Il fatto è che secondo me ai tipi di Satisfiction ha dato fastidio che io abbia criticato in maniera surreale e cinica quell’articolo che tanto era stato spinto in rete tramite comunicati. Che poi non è che avevo scritto solo quello, ma loro sono stati gentili ed hanno cancellato il commento perchè sennò finiva che Vasco Rossi mi denunciava per diffamazione. Auhauahuahuahuah! Ma sai che je frega a lui? Ma io mi domando e dico: Tu, caro Satisfiction, mentre leggevi quella boiata di testo (che per me è una boiata) ti sei reso conto che era una cagata, vero? Perché se ritieni che è un testo denso e pregno di poesia allora io non ci ho capito un cazzo di letteratura e della vita in generale.

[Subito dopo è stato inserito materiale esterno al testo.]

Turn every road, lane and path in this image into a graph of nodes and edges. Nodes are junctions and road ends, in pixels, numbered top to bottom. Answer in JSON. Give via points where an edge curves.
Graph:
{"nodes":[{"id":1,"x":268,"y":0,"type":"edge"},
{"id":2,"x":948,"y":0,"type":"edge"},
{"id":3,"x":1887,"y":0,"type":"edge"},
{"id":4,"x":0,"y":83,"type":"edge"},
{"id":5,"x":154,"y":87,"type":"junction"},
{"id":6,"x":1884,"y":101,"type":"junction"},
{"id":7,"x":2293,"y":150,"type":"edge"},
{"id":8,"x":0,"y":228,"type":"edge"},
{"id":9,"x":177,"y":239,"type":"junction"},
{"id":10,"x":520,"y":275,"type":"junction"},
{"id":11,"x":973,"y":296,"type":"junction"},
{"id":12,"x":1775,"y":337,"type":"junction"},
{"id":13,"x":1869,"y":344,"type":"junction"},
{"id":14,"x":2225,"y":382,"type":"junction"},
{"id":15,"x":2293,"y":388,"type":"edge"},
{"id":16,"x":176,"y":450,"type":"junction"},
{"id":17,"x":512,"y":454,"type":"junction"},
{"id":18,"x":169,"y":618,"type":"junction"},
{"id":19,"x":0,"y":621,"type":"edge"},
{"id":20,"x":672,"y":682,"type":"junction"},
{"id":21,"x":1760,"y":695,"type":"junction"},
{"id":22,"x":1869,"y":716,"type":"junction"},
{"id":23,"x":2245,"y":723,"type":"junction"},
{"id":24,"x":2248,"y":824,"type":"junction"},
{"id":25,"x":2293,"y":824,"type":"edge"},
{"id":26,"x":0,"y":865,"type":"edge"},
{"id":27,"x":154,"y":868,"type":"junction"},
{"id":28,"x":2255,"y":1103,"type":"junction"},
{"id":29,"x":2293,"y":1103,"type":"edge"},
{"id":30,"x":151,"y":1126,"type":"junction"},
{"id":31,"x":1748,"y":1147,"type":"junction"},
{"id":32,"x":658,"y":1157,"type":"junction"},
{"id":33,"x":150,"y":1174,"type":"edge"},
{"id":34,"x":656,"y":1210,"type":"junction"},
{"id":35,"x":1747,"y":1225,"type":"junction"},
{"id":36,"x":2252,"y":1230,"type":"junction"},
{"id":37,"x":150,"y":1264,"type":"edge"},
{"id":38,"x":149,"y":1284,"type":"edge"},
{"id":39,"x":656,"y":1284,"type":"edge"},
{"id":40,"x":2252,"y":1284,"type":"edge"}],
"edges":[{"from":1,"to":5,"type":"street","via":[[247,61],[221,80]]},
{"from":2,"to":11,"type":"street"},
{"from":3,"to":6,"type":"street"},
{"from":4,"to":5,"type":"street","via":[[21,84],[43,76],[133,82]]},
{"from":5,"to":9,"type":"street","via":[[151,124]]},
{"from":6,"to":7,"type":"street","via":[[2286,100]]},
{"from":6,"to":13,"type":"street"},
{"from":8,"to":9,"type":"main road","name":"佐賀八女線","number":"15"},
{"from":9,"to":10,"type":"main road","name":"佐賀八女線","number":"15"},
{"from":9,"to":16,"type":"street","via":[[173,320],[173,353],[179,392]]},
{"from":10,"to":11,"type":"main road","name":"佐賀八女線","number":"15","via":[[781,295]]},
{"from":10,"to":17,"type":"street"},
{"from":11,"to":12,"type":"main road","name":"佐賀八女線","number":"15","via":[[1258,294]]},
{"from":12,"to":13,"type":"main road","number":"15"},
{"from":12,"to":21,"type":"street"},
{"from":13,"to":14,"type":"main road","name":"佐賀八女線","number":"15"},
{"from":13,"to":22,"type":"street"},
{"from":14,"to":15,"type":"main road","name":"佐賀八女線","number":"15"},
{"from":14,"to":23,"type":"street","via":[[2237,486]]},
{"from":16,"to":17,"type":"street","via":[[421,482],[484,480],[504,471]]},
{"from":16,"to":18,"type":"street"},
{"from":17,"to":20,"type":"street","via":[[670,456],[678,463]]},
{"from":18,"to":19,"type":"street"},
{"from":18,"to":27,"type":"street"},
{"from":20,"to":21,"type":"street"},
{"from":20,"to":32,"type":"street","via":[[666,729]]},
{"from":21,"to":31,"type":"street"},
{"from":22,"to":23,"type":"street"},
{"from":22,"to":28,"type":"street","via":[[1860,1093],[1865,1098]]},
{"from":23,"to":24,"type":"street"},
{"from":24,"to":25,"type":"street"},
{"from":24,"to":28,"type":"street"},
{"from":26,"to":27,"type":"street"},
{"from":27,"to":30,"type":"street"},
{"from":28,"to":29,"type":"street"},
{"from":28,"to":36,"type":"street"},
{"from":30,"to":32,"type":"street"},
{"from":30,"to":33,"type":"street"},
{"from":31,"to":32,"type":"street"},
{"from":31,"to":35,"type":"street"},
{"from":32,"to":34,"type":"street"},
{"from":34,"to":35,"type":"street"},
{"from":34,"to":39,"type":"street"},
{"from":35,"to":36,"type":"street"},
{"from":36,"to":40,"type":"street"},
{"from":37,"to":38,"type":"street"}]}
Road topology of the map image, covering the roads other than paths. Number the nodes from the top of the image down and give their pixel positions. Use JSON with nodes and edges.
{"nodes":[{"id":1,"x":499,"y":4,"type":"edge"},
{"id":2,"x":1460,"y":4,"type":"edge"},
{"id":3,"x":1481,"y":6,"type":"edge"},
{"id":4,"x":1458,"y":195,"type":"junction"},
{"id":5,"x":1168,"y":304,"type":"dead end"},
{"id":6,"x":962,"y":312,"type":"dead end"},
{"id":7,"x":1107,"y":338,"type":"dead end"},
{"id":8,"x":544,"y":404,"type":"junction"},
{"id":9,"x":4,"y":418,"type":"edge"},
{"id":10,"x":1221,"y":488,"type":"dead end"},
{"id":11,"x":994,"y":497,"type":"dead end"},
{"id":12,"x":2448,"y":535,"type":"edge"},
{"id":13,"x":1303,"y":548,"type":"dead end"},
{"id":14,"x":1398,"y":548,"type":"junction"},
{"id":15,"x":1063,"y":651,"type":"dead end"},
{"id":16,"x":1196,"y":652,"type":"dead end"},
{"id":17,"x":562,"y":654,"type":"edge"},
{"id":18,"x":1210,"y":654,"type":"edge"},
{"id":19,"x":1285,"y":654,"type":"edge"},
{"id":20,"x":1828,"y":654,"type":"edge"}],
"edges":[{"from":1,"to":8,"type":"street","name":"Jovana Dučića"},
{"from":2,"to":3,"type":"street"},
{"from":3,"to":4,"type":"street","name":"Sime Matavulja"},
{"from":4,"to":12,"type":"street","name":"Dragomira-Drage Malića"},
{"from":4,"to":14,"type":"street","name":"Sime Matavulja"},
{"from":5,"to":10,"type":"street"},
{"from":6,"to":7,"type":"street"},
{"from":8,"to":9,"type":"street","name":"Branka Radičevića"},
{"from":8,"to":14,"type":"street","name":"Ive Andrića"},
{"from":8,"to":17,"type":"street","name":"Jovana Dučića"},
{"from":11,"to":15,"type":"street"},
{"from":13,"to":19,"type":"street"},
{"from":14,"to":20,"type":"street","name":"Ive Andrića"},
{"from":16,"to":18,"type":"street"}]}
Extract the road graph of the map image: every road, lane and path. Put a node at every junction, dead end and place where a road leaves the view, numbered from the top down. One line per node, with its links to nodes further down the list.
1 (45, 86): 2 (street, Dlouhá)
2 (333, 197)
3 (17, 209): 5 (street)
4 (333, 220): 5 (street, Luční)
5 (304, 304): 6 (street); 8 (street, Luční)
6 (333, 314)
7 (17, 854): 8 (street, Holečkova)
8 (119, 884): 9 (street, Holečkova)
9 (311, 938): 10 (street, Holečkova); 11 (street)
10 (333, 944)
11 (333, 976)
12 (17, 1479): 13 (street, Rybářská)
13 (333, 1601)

Ma del resto viviamo in un paese dove la cara e buona Fernanda Pivano (considerata madrina e portavoce della verità assoluta riguardo poesia, letteratura e fattanza) prima di tirare le cuoia affermò che Vasco Rossi e Ligabue erano gli ultimi poeti italiani rimasti (o una cosa del genere, se non disse testuali parole poco ci mancava). La Pivano-beat insomma mise quasi al pari la vecchia generazione di veri scrittori con i mercenari della pseudo-musica pubblicizzata dal Mollicone al Tg1 (Mollica è quel critico di “Do Re Ciak Gulp” dove tutto quello che promuove è bellissimo, emozionantissimo, stupendissimo e vale la penissima di comprarissimo). Cioè, se la Fernanda fosse vissuta altri cinque o sei anni e si fosse continuata a fare di roba buona magari rivalutava pure Nek, Ramazzotti e Piero Pelù ed oggi stormi di intellettuali avrebbero studiato, analizzato e discusso i testi di “Laura non c’è, è andata via, Laura non è più cosa mia”, magari evidenziando analogie con la metrica martelliana o la profonda angoscia esistenziale dell’amore perduto al pari di Prévert.

In finale (e concludo il pistolotto): Vasco Reds può scrivere quel cacchio che vuole (non sono di certo io a dovergli dire qualcosa e non è certo questo lo scopo ultimo del mio post) ma quello che più mi dispiace è che chi promuova la cultura in Italia diffonda, elogi e fomenti un livello “artistico” a mio avviso di bassissimo spessore, dal quale traspare il reazionario e non la stimolazione, dove la rivolta si finge moderazione, dove si macina il trito ed il ritrito e non di certo un “nuovo” che porterebbe alla crescita intellettuale del fruitore, il tutto in un contesto artistico/culturale dove la sperimentazione è schiacciata volutamente e fatica ad emergere, in quanto lo sviluppo di pensiero critico di un individuo può risultare pericoloso ai fini commerciali. Ben venga la commercializzazione delle opere, ma che almeno siano di qualità. Questo è ciò che penso. La messa è finita, andate in pace e soprattutto andate a fare l’amore con il sapone. Ora scusate ma vado a finirmi di vedere “Saw V” che devo capire chi è l’assassino.